According to astrologers, we are either at the cusp or beginning of the new Age of Aquarius.

Some say that this new age is an era of invention and universal brotherhood. Others say it is an age of advanced spirituality where love will be part of all levels of life. Soon we’ll all live together in peace with our human brothers and sisters, our animal brothers and sisters, and extraterrestrial brothers and sisters.

Life is on the way to becoming beautiful and we’re all going to live in an impressive Garden of Eden that is both natural and futuristic.

I just have one question: Have you seen any of that?

Sure, we’ve got our iPhones and Androids and iPods and iPads, and in a couple of years they’ll all be obsolete and we’ll need new ones. So I don’t think all that creativity means much. And as for universal brotherhood, well, I haven’t seen too much of that at all. People are still consumed with their own lives and think, “Me! Me! Me!” rather than, “Us.” Some people may think that “us” or “we” sounds like “evil” socialism or communism or some other evil -ism, but I always like to point out that, “There is no ‘we’ without ‘me.'”

But what about individuality and Darwin and “survival of the fittest?” It’s the strongest of us who will get ahead.

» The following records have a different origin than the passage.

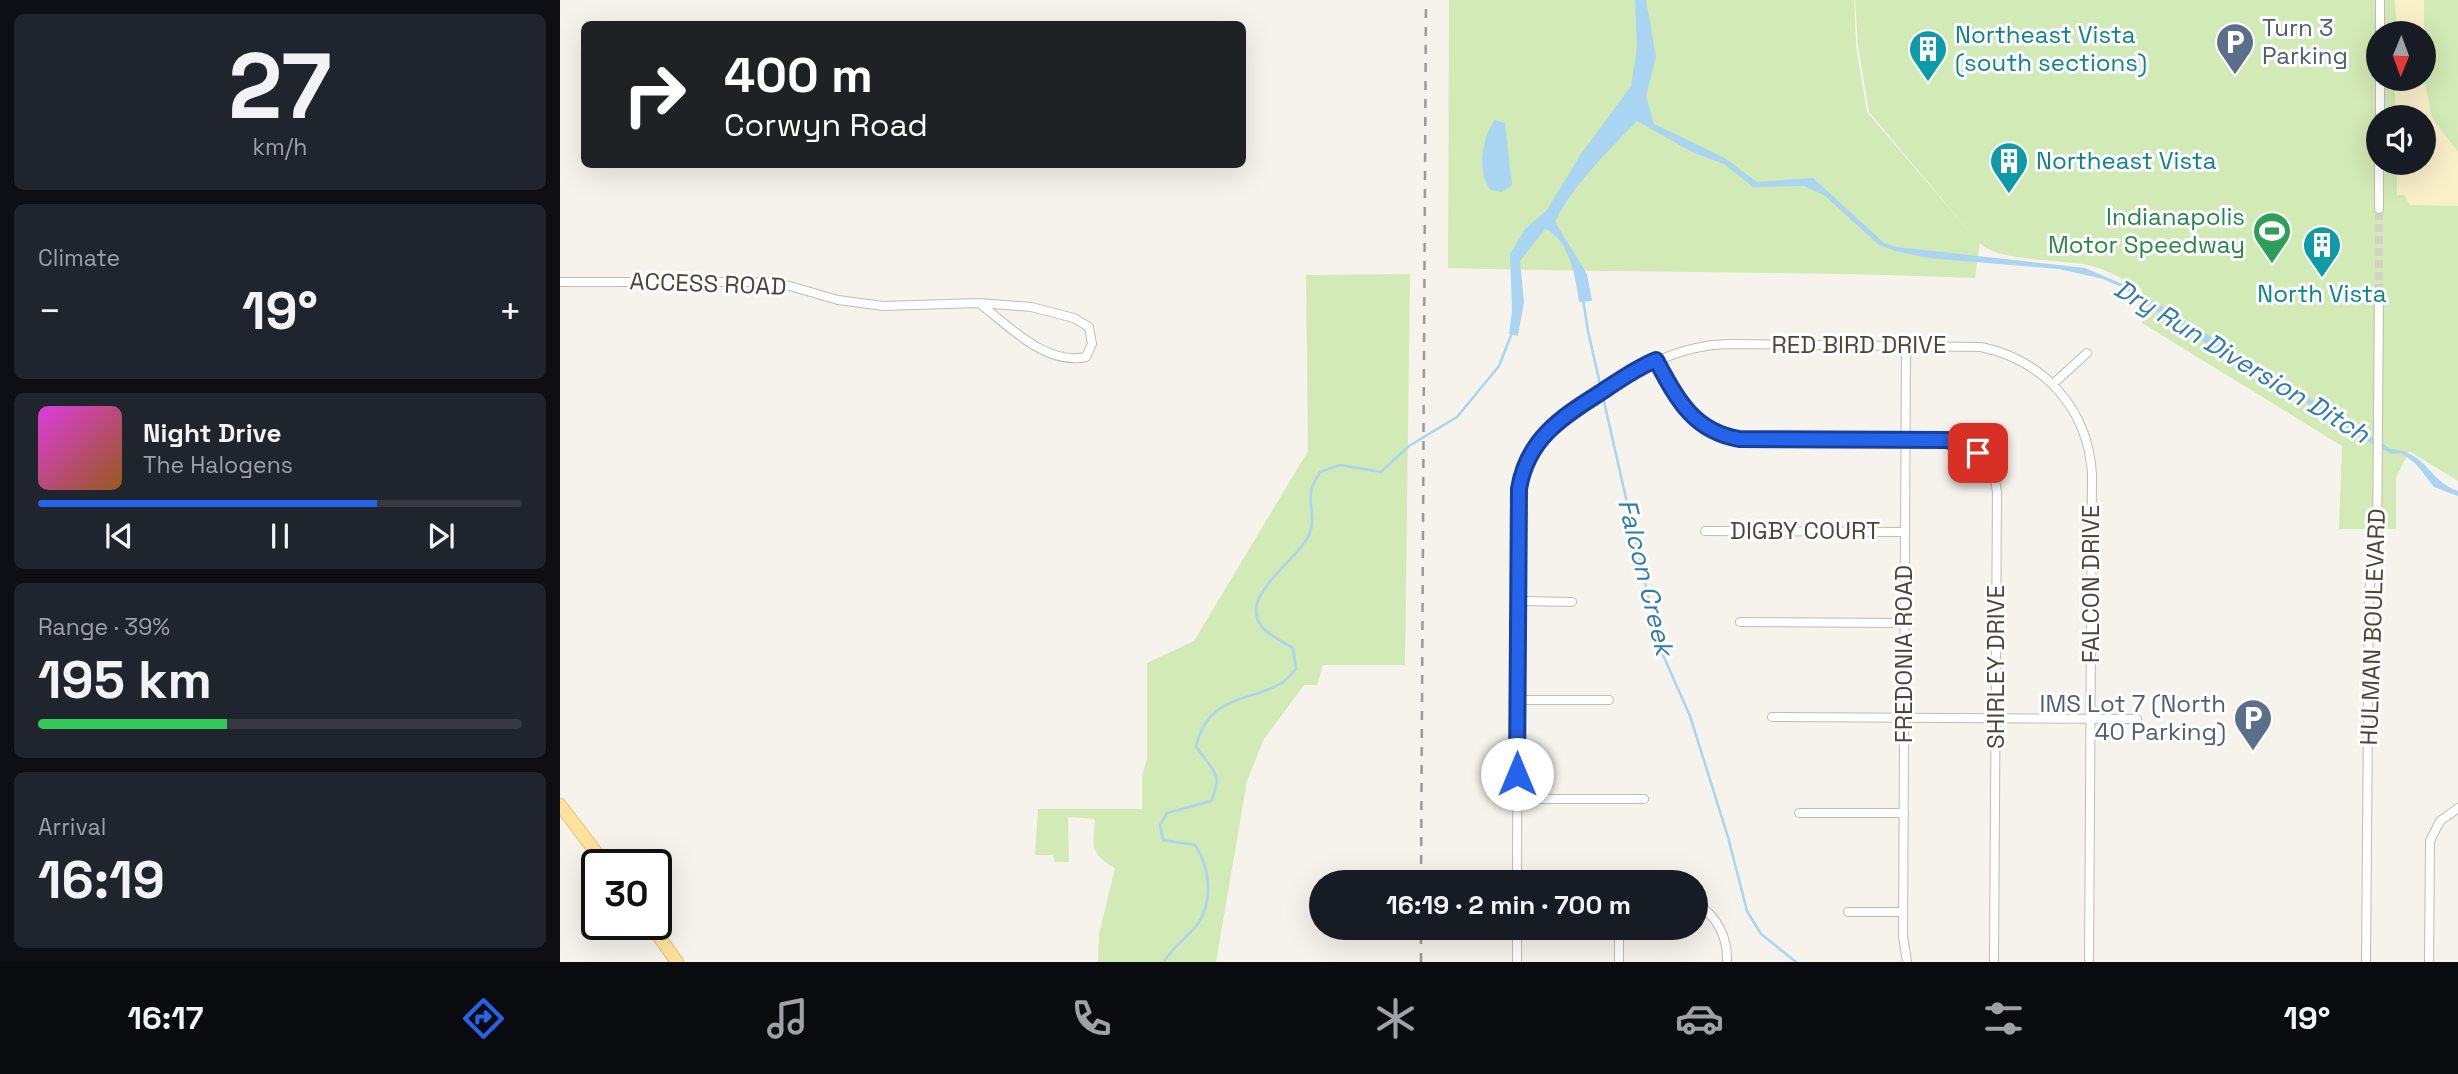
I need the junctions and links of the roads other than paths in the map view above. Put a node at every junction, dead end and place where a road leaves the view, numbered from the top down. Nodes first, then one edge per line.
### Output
1 (2380, 0) edge
2 (2380, 21) edge
3 (2379, 175) edge
4 (2379, 209) tunnel mouth
5 (560, 282) edge
6 (2379, 292) tunnel mouth
7 (979, 303) junction
8 (1906, 345) junction
9 (2087, 353) dead end
10 (1656, 360) junction
11 (2053, 384) junction
12 (1905, 440) junction
13 (1705, 531) dead end
14 (1905, 532) junction
15 (1518, 601) junction
16 (1572, 602) dead end
17 (1740, 622) dead end
18 (1905, 623) junction
19 (1517, 701) junction
20 (1609, 701) dead end
21 (1772, 717) dead end
22 (1904, 718) junction
23 (1996, 718) junction
24 (2091, 719) junction
25 (2137, 719) dead end
26 (1517, 799) junction
27 (1644, 799) dead end
28 (560, 805) edge
29 (2458, 808) edge
30 (1799, 813) dead end
31 (1904, 813) junction
32 (594, 849) edge
33 (1517, 870) edge
34 (1848, 912) dead end
35 (1903, 912) junction
36 (1708, 914) edge
37 (661, 940) edge
38 (1517, 940) edge
39 (1619, 940) edge
40 (677, 962) edge
41 (1517, 962) edge
42 (1619, 962) edge
43 (1727, 962) edge
44 (1908, 962) edge
45 (1994, 962) edge
46 (2089, 962) edge
47 (2367, 962) edge
48 (2429, 962) edge

1 - 2 street
3 - 4 street
5 - 7 street, ACCESS ROAD
6 - 47 street, HULMAN BOULEVARD
7 - 7 street, ACCESS ROAD
8 - 10 street, RED BIRD DRIVE
8 - 11 street, RED BIRD DRIVE
8 - 12 street, FREDONIA ROAD
9 - 11 street
10 - 12 street, SHIRLEY DRIVE
10 - 15 street, RED BIRD DRIVE
11 - 24 street, FALCON DRIVE
12 - 14 street, FREDONIA ROAD
12 - 23 street, SHIRLEY DRIVE
13 - 14 street, DIGBY COURT
14 - 18 street, FREDONIA ROAD
15 - 16 street
15 - 19 street, RED BIRD DRIVE
17 - 18 street
18 - 22 street, FREDONIA ROAD
19 - 20 street
19 - 26 street, RED BIRD DRIVE
21 - 22 street
22 - 23 street
22 - 31 street, FREDONIA ROAD
23 - 24 street
23 - 45 street, SHIRLEY DRIVE
24 - 25 street
24 - 46 street, FALCON DRIVE
26 - 27 street
26 - 33 street, RED BIRD DRIVE
28 - 32 main road
29 - 48 street
30 - 31 street
31 - 35 street, FREDONIA ROAD
34 - 35 street
35 - 44 street, FREDONIA ROAD
36 - 43 street
37 - 40 main road
38 - 41 street
39 - 42 street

Of course, while it’s true that the fittest will survive, it is old aeon thinking that this means the strongest and most aggressive. As Michael Le Page wrote in New Scientist:

…in reality the word “fittest” seldom means the strongest or the most aggressive. On the contrary, it can mean anything from the best camouflaged or the most fecund to the cleverest or the most cooperative. Forget Rambo, think Einstein or Gandhi.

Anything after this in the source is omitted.